Islande: Le pouvoir des elfes

drapeau francaisEn Islande, les humains sont prêts à se battre pour les droits des elfes. Une enquête menée par l’Université d’Islande en 2007 a révélé que plus de 60 pour cent des 1000 personnes interrogées pensaient qu’il était possible que les elfes existent.
Il n’est donc pas surprenant que les défenseurs des elfes se soient unis aux écologistes pour exhorter les autorités locales à renoncer à un projet d’autoroute qui pourrait nuire à « l’habitat naturel » des elfes.
Un groupe connu sous le nom d’«Amis de la Lave » a fait campagne contre la construction d’une nouvelle route entre la péninsule d’Alftanes, où le président islandais a une maison, et Gardabaer à Reykjavik. Des centaines de personnes sont allées manifester pour bloquer les bulldozers.
Cette campagne de protestation, qui a duré près d’un an, a finalement abouti à un résultat à long terme. Le projet de construction a été interrompu jusqu’à ce que la Cour Suprême d’Islande se prononce sur l’affaire.
L’une des amies des elfes, qui pense qu’elle peut communiquer avec eux par télépathie, a averti que « ce serait une perte terrible et dommageable à la fois pour le monde des elfes et pour nous, les humains » si le projet de route recevait le feu vert.
Même ceux qui n’ont pas de contact avec les elfes ont fait part de leurs préoccupations environnementales. Ils craignent le projet de route coupe le champ de lave en deux et entraîne, entre autres, la destruction des sites de nidification.
Source : Iceland Review.

drapeau anglaisIn Iceland, humans stand up for the rights of elves. A survey conducted by the University of Iceland in 2007 found that over 60 percent of the 1,000 respondents thought it was at least possible that elves exist.
Then, it comes as no surprise that elf advocates have teamed up with ecologists to urge local authorities to give up a highway project they fear could damage their “natural habitat”.

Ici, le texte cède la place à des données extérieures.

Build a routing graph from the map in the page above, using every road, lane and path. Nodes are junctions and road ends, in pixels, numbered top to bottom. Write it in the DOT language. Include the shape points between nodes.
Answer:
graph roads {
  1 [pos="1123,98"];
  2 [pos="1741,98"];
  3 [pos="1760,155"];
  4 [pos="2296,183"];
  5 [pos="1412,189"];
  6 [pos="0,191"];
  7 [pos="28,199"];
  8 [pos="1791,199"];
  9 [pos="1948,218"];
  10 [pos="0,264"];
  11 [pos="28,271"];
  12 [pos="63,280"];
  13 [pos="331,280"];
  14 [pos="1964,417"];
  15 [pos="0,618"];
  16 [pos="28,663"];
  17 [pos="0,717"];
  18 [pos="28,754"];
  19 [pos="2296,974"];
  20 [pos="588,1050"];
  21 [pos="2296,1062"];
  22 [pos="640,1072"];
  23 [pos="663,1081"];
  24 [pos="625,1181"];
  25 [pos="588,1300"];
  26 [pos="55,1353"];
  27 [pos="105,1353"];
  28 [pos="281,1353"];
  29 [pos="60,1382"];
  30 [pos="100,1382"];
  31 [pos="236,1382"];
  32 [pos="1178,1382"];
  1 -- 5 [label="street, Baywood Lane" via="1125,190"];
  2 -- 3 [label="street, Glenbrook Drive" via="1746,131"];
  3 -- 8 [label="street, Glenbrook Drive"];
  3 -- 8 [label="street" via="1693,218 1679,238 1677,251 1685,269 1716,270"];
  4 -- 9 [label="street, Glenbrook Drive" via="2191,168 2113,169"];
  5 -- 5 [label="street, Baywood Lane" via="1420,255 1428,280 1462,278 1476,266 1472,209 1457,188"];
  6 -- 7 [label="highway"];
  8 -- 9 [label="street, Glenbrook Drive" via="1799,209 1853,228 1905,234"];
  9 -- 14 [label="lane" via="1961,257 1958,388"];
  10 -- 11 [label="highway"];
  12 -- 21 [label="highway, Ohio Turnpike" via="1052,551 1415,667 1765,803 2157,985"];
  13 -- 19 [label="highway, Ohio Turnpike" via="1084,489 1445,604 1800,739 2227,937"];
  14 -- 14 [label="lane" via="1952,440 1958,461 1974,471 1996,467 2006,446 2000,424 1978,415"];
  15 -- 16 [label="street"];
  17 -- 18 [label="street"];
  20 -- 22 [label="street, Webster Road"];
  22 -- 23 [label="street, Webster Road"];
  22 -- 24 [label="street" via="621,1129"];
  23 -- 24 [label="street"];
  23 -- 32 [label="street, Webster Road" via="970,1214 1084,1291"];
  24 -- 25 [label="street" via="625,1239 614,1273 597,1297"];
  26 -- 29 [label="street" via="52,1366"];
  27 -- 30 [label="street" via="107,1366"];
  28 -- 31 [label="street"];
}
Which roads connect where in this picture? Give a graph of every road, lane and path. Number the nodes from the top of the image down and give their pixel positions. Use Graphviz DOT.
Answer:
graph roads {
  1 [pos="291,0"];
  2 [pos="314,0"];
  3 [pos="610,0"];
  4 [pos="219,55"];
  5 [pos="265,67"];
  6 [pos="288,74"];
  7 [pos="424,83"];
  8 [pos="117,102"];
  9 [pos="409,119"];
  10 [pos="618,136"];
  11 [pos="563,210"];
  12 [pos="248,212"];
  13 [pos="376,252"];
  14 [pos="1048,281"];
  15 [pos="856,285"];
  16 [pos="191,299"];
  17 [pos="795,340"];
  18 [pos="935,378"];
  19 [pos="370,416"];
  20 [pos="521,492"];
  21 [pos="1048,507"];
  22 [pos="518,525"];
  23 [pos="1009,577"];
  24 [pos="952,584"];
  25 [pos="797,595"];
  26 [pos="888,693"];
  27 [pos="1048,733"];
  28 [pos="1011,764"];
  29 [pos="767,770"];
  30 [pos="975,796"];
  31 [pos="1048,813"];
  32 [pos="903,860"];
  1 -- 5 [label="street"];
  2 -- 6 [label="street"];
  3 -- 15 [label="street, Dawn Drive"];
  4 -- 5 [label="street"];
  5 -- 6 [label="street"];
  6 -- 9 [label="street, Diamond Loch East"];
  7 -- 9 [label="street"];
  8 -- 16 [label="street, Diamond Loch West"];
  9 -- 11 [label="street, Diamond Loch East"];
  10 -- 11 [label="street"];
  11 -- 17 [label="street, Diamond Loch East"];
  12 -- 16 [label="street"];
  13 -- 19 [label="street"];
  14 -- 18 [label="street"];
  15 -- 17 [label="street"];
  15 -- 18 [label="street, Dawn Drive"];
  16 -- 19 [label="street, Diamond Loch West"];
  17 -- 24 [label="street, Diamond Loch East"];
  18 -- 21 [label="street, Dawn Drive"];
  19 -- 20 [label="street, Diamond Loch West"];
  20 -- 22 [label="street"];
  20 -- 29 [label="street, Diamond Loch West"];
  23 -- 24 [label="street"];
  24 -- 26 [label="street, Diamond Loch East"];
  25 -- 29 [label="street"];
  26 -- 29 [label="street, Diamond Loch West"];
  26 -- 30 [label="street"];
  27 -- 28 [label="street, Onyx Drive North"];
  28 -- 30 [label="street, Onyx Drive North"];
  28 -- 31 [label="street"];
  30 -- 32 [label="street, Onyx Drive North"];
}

A group known as « Friends of Lava » has been campaigning against the new road from the Alftanes peninsula, where the country’s president has a home, to Gardabaer in Reykjavik. Hundreds of people have been walking out to block the bulldozers.
Their campaign, which has lasted almost a year, has finally yielded to a longer-run result. The construction project has been halted until the Supreme Court of Iceland rules on the case.
One of the elves’ friends, who believes she can communicate with them through telepathy, has warned that « it will be a terrible loss and damaging both for the elf world and for us humans » if the road project is given the go-ahead.
Even those who have no contact with elves whatsoever have spoken in support of their environmental concerns. They fear the road project could cut the lava field in two, destroying nesting sites among other things.

Source: Iceland Review.

Reykjavik-blog

Reykjavik  (Photo:  C. Grandpey)

Prévisions islandaises

drapeau francaisLes volcans islandais ont intérêt à bien se tenir ! En gardant en tête l’éruption de l’Eyjafjallajökull en 2010 et les perturbations causées au trafic aérien en Europe, une coalition de 100 scientifiques européens et américains baptisée FutureVolc a travaillé pour anticiper le problème. Ils ont couvert le pays de dispositifs de surveillance afin de détecter les signes d’une éruption imminente. Les nouveaux composants du système comprennent :

– Des récepteurs GPS géodésiques pour contrôler en centimètres les mouvements du sol sous la poussée du magma juste avant une éruption.
– Un réseau sismique national qui montrera comment les ondes se déplacent à travers la croûte terrestre avant, pendant et après une éruption.
– des contrôleurs de contraintes  qui peuvent déterminer si la croûte terrestre se contracte ou se dilate à un moment donné.
– Un système radar: Des mesures micro-ondes radar permanentes de particules en suspension pourraient aider à prédire la quantité de cendre et autres matériaux émise par un volcan.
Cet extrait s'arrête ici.